Donald had to travel back home, and as he walked away, the weight of his absence pressed down on every heart in the room.

Goodbyes are never easy, but this one felt almost unbearable.

Every embrace lingered longer, every kiss on Branson’s forehead felt like it had to hold more love than words could ever carry.

The silence that followed his departure echoed louder than any sound, filling the room with a heaviness that words cannot describe.

For Branson, lying in his hospital bed, the love of his father did not leave with him — it remained, wrapped around him like a shield, even as miles began to stretch between them.

And for those of us staying by his side, we knew that emptiness would follow us into every moment of the coming days.

Our hearts are so unbearably heavy.

There is no way to soften the truth.

We are a family that has been tested again and again, stretched beyond limits we never thought we could endure.

And yet, through it all, we cling to our faith in the Lord more tightly than ever before.

We lean into Him because we cannot carry this burden on our own.

We lean into Him because when our strength fails, His does not.

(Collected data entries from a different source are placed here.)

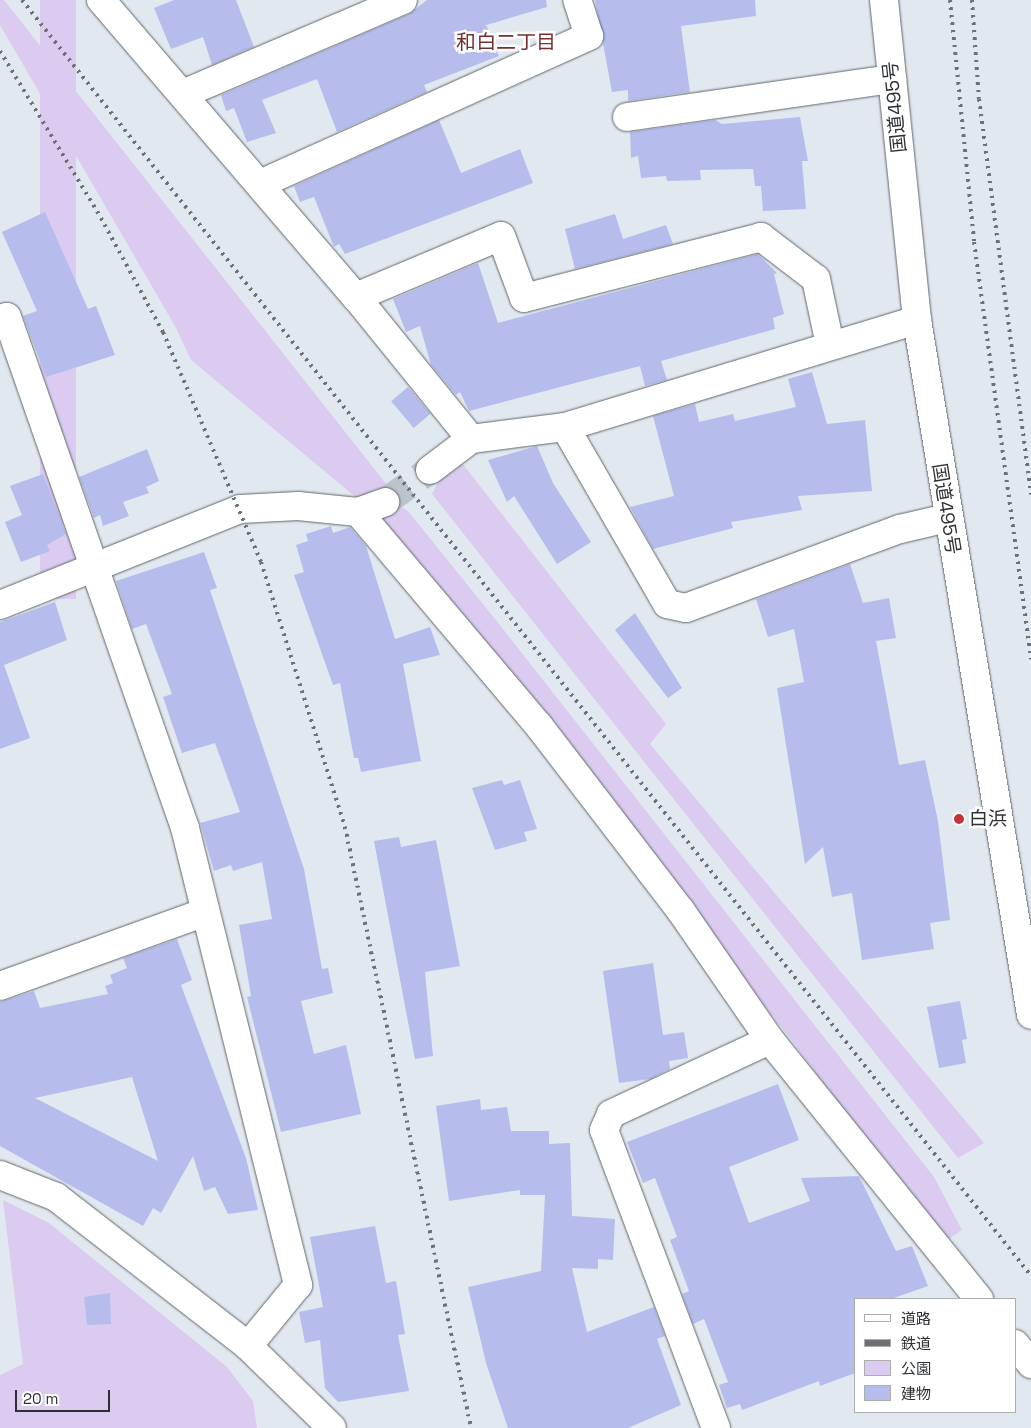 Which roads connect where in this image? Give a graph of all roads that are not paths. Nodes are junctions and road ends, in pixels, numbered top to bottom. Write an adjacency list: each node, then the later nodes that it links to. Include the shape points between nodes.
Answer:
1 (101, 0): 6 (main road)
2 (403, 0): 6 (main road)
3 (577, 0): 8 (main road, via 589,36)
4 (884, 0): 5 (main road, 国道495号)
5 (892, 79): 7 (main road); 11 (main road, 国道495号)
6 (183, 94): 8 (main road)
7 (628, 117)
8 (260, 184): 9 (main road)
9 (356, 297): 12 (main road, via 501,236 524,298 761,237 816,279); 14 (main road)
10 (0, 319): 19 (main road, via 6,317)
11 (917, 320): 12 (main road); 18 (main road, 国道495号)
12 (830, 344): 13 (main road)
13 (565, 427): 14 (main road); 18 (main road, via 667,604 686,608 900,529)
14 (471, 440): 15 (main road)
15 (430, 470)
16 (385, 502): 17 (main road)
17 (358, 512): 19 (main road, via 298,506 240,509); 24 (main road, via 539,726 680,910)
18 (947, 518): 23 (main road, 国道495号)
19 (93, 570): 20 (main road); 21 (main road, via 185,828)
20 (0, 605)
21 (203, 913): 22 (main road); 28 (main road, via 298,1285)
22 (0, 986)
23 (1031, 1015)
24 (770, 1040): 26 (main road); 31 (main road, via 611,1114 604,1130)
25 (0, 1175): 28 (main road, via 56,1197)
26 (978, 1298)
27 (1016, 1345): 29 (main road)
28 (248, 1346): 30 (main road)
29 (1031, 1364)
30 (332, 1428)
31 (716, 1428) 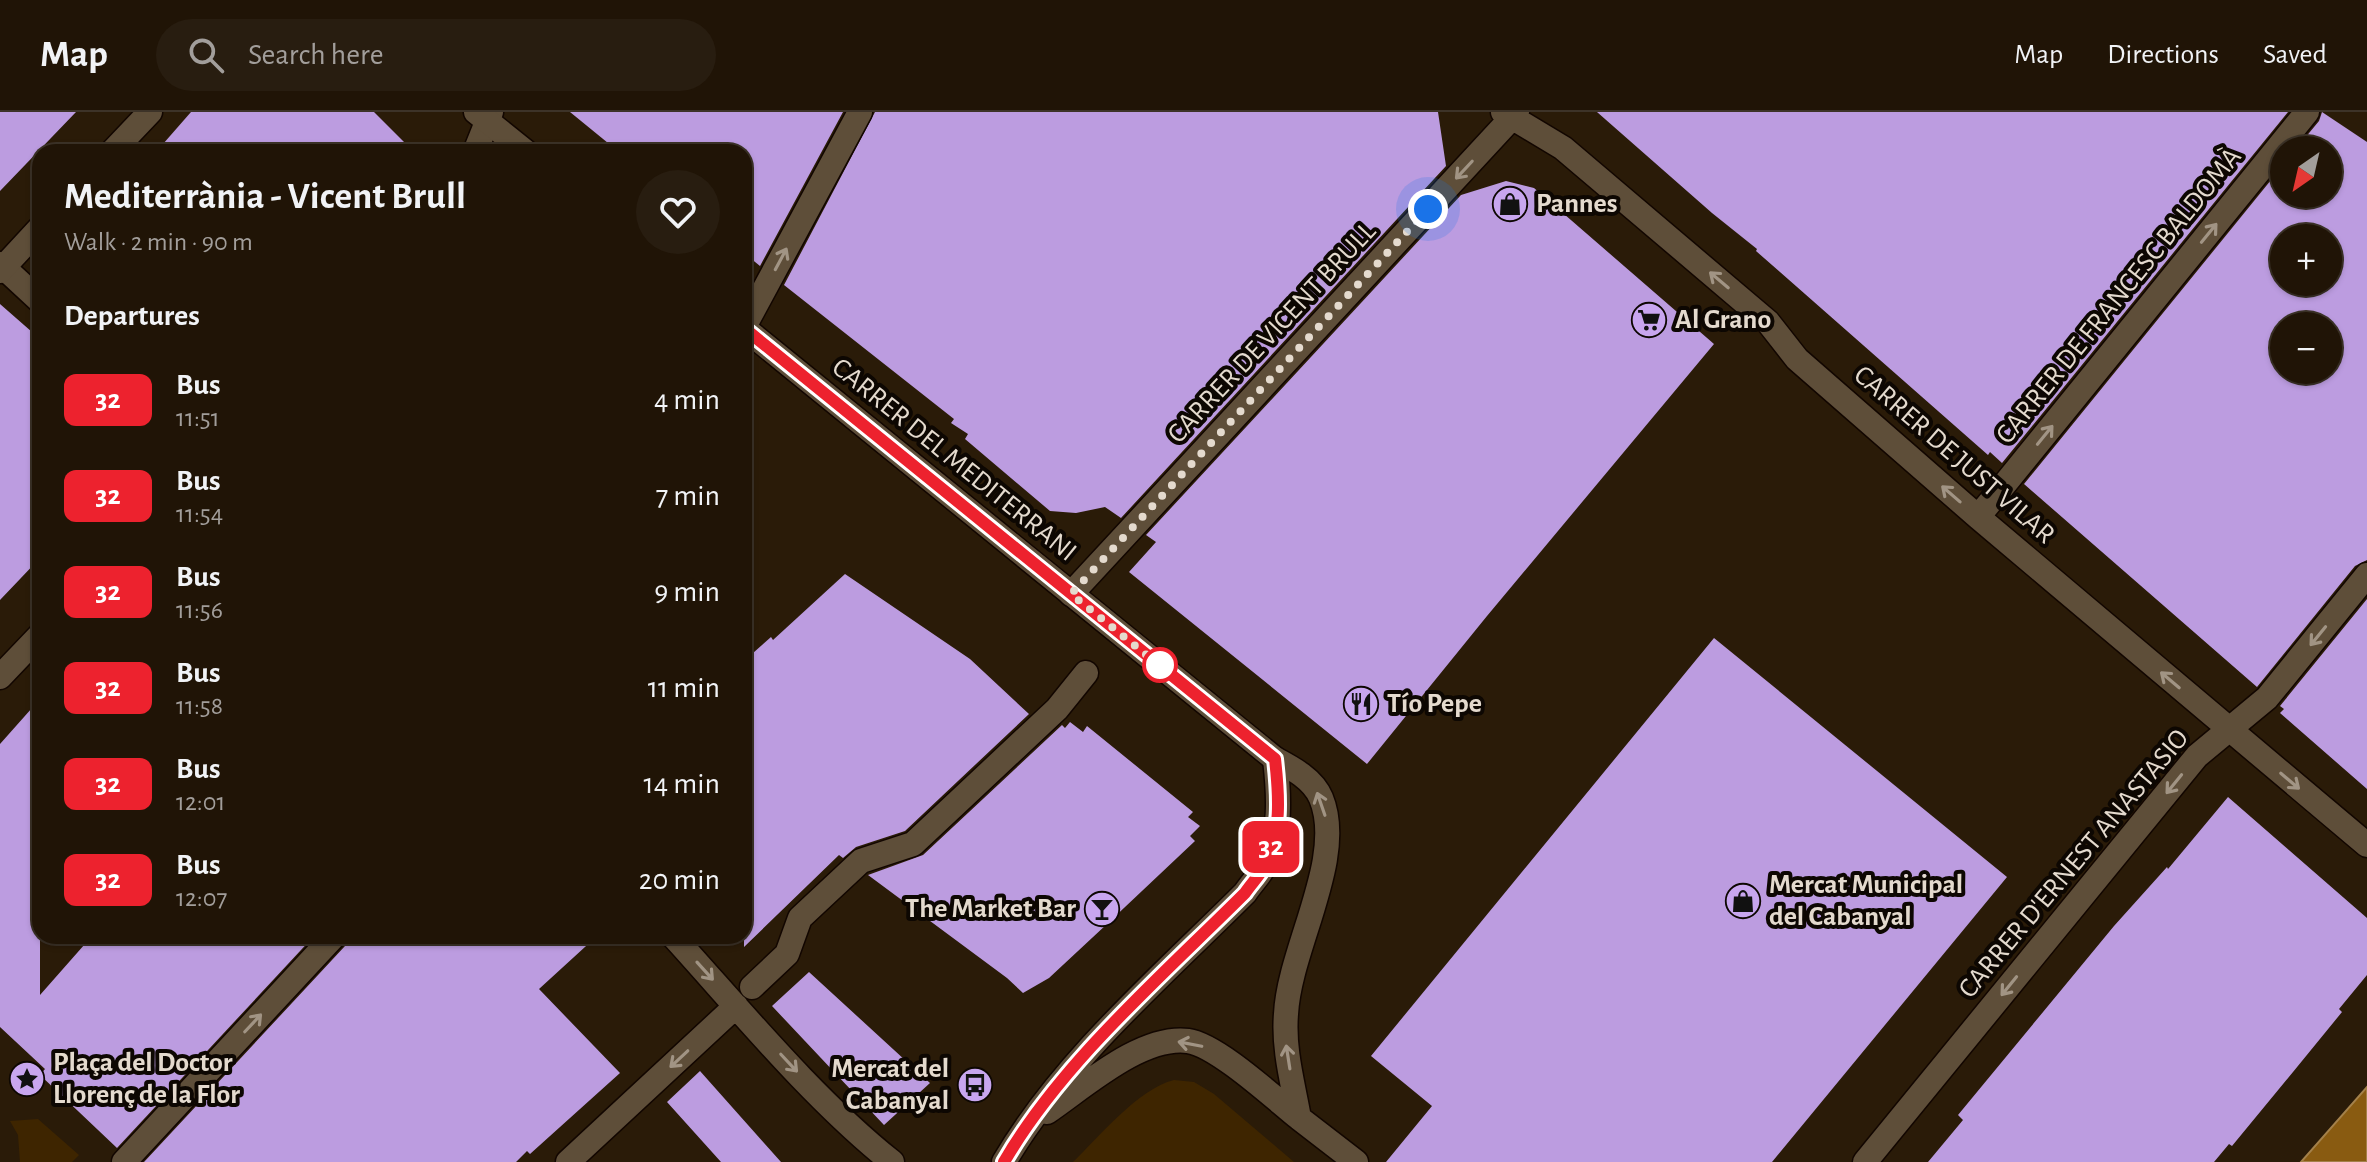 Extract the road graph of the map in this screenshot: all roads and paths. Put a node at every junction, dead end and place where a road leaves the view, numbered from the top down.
1 (150, 112) edge
2 (860, 112) edge
3 (2307, 112) edge
4 (1511, 114) edge
5 (485, 115) edge
6 (120, 144) edge
7 (477, 144) edge
8 (517, 144) edge
9 (32, 236) edge
10 (1, 268) edge
11 (32, 294) edge
12 (752, 313) edge
13 (752, 335) edge
14 (1978, 517) junction
15 (2367, 575) edge
16 (1071, 594) junction
17 (32, 643) edge
18 (1086, 673) dead end
19 (0, 677) edge
20 (2230, 731) junction
21 (1275, 759) junction
22 (2367, 845) edge
23 (327, 944) edge
24 (682, 944) edge
25 (744, 996) junction
26 (1299, 1118) junction
27 (1023, 1129) junction
28 (124, 1162) edge
29 (568, 1162) edge
30 (892, 1162) edge
31 (1004, 1162) edge
32 (1356, 1162) edge
33 (1865, 1162) edge

1 - 6 street
12 -> 2 street
14 -> 3 street, CARRER DE FRANCESC BALDOMÀ
14 -> 4 street, CARRER DE JUST VILAR
4 -> 16 street, CARRER DE VICENT BRULL
5 - 7 street
5 - 8 street
9 - 10 street
10 - 11 street
13 - 16 street, CARRER DEL MEDITERRANI
20 -> 14 street, CARRER DE JUST VILAR
15 -> 20 street, CARRER D'ERNEST ANASTASIO
16 - 21 street, CARRER DEL MEDITERRANI
17 - 19 street
18 - 25 street
20 -> 22 street, CARRER DE JUST VILAR
20 -> 33 street, CARRER D'ERNEST ANASTASIO
26 -> 21 street, CARRER DEL MEDITERRANI
21 - 27 street
28 -> 23 street
24 -> 25 street
25 -> 29 street
25 -> 30 street
26 -> 27 street
26 - 32 street
27 - 31 street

We lean into Him because we believe that even in the darkest valleys, His light is still guiding us forward.

It is in that faith that we share our prayer requests, not because prayer is routine, but because prayer is our lifeline.

We believe that every prayer uttered, every word whispered, every tear that falls before the Lord makes a difference.

And so, we ask you to pray with us — not just for us, but for Branson.

🧡 We pray that Branson’s adenovirus levels will come down.

This unseen enemy has been waging war on his fragile body, draining his strength with every passing day.

It is ruthless, cruel, and relentless.

But we believe that God has authority even over the smallest of cells, even over the fiercest battles invisible to the human eye.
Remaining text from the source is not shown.